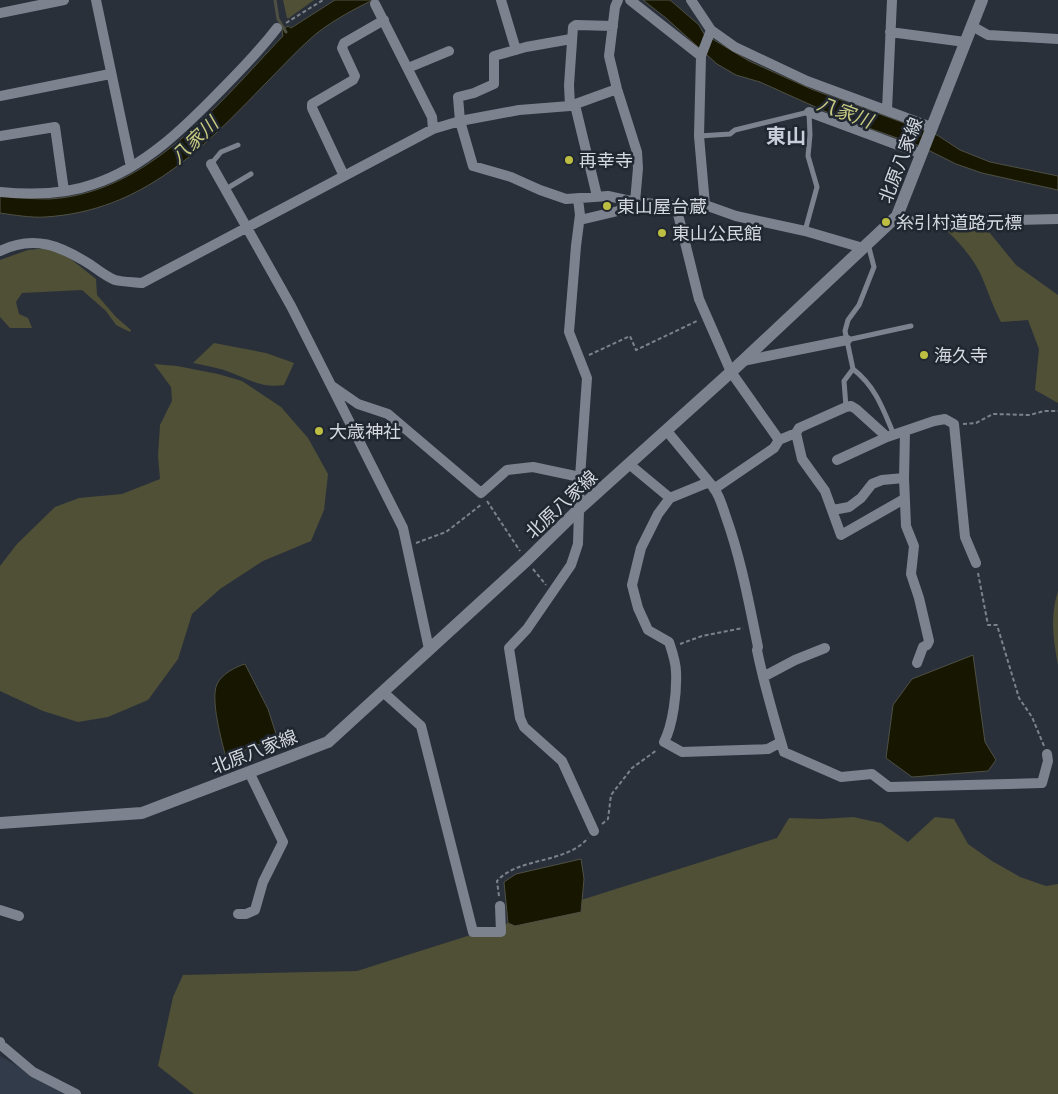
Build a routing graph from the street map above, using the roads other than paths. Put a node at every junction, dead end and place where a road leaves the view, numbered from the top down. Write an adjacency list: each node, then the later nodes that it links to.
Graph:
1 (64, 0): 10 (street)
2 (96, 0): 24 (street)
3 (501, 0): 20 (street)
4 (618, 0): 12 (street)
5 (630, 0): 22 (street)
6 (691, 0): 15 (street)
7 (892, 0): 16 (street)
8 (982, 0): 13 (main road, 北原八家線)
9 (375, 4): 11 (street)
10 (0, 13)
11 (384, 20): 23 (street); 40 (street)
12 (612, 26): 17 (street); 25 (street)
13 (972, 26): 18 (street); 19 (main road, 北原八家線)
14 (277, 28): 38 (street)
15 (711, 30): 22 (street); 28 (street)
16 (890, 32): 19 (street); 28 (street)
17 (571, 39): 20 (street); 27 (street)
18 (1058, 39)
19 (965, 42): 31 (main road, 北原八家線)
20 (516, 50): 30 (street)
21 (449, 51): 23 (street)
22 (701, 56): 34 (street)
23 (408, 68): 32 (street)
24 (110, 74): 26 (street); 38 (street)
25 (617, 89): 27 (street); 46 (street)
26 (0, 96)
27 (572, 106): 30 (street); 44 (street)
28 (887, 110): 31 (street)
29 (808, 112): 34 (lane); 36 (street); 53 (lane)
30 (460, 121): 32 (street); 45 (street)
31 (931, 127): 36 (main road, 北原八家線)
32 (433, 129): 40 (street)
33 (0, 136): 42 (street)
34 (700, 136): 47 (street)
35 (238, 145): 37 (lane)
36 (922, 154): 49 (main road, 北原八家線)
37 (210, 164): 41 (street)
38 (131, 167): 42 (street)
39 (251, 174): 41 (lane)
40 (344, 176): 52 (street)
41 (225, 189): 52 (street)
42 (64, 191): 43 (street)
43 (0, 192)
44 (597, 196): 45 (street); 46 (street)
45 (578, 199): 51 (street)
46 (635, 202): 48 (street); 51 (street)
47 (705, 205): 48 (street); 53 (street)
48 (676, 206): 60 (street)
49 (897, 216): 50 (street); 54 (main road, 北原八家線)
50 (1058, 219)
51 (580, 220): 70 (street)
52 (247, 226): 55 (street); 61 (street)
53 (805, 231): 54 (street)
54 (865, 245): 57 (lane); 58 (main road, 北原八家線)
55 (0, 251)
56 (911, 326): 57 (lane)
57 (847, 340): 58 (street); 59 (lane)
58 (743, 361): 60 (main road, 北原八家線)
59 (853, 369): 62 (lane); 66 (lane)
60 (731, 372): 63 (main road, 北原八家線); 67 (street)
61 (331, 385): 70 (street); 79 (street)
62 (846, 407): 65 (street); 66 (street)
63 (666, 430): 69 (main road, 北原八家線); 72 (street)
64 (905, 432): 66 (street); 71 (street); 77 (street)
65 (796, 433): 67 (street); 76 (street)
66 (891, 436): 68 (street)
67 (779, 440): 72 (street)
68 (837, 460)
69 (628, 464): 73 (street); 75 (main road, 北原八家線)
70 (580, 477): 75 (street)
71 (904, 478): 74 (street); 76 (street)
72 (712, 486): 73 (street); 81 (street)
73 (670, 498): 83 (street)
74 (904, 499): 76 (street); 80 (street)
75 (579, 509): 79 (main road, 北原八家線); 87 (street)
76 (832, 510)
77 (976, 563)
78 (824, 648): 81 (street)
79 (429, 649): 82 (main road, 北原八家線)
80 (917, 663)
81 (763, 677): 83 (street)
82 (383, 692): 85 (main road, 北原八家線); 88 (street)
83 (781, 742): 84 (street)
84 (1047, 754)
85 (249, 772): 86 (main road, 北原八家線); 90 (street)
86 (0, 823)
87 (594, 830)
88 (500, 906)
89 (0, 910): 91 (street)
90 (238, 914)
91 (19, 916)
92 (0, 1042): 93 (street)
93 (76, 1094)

================

=== Assignment ===
Which lines above contain the word "lane"? List them.

=== Finished exercise ===
29 (808, 112): 34 (lane); 36 (street); 53 (lane)
35 (238, 145): 37 (lane)
39 (251, 174): 41 (lane)
54 (865, 245): 57 (lane); 58 (main road, 北原八家線)
56 (911, 326): 57 (lane)
57 (847, 340): 58 (street); 59 (lane)
59 (853, 369): 62 (lane); 66 (lane)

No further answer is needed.